11.21.2007

Hong Kong - Ackbar Abbas

Hong Kong and the Culture of Disappearance
An Interview with Ackbar Abbas
By Geert Lovink


In a place like Hong Kong, different moments of history now seem to be out of step with each other.

What interests me is how to describe the little movements, certain happenings in the everyday life -- the unacknowledged historical processes.

In your lecture you spoke of the newly erected monument to the victims of Tiananmen Square in Victory Park, made by a Danish artist, as an ugly piece of kitsch which fitted into a series of spectacular events taking place during the Handover. This was within the realm of the simulacra of politics. On the other side, you said that there is indeed the possibility of a true form of modernity in local Hong Kong politics and aesthetics. You have found this in Hong Kong cinema. Do you see films from, for example, Wong Kar-wai, as an alternative to the political kitsch?

In the line of options that can be opened up, we could look at another dominant cultural form in Hong Kong which is architecture. Building infrastructure is one of the biggest projects going on, worldwide. However, there is very little reflection on building.


AA: When I came across the Koolhaas' article, 'The Generic City' I liked it because it was both against architectural snobbery and anti-identity. It discussed questions like repetition and seriality -- a whole new discourse on the city which might allow us to rethink the ways we produce it. Naming what is going on and by doing so, intervening in the process of creating a new urban space, bringing architecture in line with the artworld.
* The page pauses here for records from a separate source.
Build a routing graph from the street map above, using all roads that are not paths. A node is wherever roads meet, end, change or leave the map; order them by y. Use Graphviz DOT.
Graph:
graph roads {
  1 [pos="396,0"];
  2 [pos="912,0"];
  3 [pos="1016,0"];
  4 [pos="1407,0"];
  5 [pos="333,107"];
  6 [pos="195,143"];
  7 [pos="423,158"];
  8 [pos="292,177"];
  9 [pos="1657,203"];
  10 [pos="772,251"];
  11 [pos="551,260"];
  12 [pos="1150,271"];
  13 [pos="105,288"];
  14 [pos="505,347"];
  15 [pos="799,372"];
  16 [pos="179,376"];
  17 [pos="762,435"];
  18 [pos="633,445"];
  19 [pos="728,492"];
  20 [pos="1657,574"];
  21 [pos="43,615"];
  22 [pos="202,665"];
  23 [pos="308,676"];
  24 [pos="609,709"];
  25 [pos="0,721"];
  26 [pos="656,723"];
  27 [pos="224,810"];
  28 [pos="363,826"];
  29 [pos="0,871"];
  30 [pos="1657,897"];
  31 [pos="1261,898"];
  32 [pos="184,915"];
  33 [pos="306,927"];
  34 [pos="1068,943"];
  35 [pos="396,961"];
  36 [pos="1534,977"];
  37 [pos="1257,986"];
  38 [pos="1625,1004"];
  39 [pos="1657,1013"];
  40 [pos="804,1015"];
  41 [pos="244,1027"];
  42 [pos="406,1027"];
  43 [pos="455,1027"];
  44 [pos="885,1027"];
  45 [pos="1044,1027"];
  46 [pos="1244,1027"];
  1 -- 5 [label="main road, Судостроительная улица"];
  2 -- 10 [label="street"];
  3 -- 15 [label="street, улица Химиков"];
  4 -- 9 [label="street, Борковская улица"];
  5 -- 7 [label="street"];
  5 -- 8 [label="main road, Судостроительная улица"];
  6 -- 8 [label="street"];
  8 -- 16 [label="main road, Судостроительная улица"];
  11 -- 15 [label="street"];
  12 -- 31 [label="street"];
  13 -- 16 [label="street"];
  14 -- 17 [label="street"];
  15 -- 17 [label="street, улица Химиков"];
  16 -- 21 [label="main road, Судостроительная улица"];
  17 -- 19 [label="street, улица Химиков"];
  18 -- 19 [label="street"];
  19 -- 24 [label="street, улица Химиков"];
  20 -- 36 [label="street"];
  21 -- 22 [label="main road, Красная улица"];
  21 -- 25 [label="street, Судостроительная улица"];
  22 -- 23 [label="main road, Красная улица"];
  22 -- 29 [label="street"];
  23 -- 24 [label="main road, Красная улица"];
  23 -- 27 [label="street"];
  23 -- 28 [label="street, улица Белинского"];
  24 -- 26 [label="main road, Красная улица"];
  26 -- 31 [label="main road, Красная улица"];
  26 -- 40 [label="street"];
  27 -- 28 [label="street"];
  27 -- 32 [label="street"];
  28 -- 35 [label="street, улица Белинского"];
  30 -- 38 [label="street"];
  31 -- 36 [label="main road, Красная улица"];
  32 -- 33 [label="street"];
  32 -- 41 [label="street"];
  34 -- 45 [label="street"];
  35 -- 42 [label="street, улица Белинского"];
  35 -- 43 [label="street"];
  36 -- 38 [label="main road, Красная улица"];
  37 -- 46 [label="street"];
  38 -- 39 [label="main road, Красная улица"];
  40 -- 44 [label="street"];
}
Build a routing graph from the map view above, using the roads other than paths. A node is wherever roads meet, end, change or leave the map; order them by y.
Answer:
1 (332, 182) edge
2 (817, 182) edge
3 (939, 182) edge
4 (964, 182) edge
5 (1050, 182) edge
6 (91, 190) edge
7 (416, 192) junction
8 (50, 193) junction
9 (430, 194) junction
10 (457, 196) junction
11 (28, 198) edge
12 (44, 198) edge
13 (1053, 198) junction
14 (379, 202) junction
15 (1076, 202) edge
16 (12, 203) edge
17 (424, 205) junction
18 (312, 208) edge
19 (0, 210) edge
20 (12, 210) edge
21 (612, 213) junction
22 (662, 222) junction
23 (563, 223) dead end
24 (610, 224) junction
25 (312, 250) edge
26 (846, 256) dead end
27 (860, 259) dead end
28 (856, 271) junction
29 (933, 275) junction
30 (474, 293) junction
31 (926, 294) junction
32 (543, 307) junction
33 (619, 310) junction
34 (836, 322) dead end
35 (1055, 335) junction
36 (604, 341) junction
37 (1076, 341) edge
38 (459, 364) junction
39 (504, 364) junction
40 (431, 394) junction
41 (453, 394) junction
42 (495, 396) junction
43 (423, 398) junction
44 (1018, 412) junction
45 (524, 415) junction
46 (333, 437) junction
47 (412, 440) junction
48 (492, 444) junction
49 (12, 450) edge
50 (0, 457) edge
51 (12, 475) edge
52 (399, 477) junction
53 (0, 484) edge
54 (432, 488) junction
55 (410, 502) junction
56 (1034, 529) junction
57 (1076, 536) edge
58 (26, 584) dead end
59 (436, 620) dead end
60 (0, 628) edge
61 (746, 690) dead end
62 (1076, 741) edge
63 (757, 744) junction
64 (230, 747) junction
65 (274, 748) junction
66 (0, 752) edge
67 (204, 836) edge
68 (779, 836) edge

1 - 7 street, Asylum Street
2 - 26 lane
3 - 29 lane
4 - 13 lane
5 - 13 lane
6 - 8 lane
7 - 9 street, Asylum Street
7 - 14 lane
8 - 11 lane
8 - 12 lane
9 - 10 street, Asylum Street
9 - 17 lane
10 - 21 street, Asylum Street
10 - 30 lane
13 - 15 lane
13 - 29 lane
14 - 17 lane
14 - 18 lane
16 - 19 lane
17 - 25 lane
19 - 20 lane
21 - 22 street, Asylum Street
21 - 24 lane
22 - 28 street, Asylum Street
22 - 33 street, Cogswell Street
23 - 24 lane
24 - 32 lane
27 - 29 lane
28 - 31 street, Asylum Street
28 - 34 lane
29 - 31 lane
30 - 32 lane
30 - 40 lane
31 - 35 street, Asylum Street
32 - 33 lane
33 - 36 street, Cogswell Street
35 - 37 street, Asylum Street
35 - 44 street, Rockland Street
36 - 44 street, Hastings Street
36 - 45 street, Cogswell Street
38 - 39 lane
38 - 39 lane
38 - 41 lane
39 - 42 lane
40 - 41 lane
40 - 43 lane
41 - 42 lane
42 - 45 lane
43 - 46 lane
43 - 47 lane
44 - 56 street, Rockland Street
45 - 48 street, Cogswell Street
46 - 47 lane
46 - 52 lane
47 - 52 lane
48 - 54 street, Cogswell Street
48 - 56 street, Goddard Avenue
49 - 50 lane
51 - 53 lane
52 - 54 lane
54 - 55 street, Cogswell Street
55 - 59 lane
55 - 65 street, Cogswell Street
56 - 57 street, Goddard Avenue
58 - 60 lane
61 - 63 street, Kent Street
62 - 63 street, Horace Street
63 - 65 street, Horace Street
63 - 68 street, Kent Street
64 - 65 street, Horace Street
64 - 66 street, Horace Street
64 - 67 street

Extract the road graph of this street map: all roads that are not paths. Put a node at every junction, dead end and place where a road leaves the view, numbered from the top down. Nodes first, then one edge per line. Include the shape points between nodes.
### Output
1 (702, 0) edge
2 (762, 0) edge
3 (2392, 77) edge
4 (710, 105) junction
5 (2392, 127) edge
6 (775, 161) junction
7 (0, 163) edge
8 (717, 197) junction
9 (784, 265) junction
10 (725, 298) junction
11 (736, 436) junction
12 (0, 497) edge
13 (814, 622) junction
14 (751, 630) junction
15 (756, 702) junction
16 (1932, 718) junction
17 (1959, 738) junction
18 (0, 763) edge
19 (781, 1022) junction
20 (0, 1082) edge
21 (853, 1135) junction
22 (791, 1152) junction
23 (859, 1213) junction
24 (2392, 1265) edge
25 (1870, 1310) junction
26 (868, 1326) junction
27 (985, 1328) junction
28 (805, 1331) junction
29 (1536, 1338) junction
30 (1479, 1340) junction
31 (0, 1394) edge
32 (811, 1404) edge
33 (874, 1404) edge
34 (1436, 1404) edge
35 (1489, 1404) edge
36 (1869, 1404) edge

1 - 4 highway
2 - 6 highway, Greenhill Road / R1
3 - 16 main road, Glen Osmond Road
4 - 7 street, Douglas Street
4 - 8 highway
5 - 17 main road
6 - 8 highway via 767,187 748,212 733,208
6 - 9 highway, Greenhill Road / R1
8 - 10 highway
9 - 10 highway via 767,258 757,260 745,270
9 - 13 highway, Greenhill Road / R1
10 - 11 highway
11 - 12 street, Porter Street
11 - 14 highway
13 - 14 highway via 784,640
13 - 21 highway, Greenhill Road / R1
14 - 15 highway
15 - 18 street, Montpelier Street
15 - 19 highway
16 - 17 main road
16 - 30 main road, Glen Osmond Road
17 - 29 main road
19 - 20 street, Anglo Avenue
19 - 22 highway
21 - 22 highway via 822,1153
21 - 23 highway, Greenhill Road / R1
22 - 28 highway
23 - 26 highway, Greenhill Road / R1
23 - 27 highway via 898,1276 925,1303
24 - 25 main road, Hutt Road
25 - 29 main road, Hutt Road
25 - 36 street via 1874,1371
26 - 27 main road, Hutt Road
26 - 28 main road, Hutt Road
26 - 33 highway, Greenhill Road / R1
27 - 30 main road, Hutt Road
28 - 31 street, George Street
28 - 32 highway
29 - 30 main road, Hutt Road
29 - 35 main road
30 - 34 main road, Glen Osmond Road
However I was disappointed by the argument in the end. On the one hand, you have the anti-identity, which becomes the ruling one. It is a little bit like the Baudrillard argument of the silent masses where silence now becomes a form of imploded resistance. It can only be taken so far. In places like Hong Kong and Singapore, the 'generic' just means capital, low production costs and placing architecture outside the realm of other social values. Architecture becomes a purely practical process. One of the ways of avoiding the social question for the architect is by saying 'I am a builder.' However I think that Koolhaas is onto something that needs further development. I would like to see this urbanism as a genre, like in cinema. We should not celebrate it, but instead, within the genre of the generic city, make a twist, if architecture is going to make any claim to social responsibility. This is what we tried to do at the conference in Hong Kong about architecture and cultural studies -- to open up the dialogue with the architects. What kind of building would you like to see? How can architects work within the economic restraints? Once you asked these questions, you are already doing something. We all have a responsibility. It is also a question of specialisation. Architecture is not just engineering, it is not just construction, it is also social construction.

Opening up a dialogue is certainly what we want, but there are certain ground rules. It should not be a dialogue between East and West, simply because as soon as you say that, the positions are defined beforehand. By the same token, it should not be a dialogue between the Architect and the Theorist. It is the same issue: both are facing a common problem, which is how to deal with social processes. My model here would be Walter Benjamin's essay on translation. The translation, not just as a true copy of the original, but as the incomplete, full of faults. It would be an interesting model for what a dialogue would be. It is a question of cultural translation.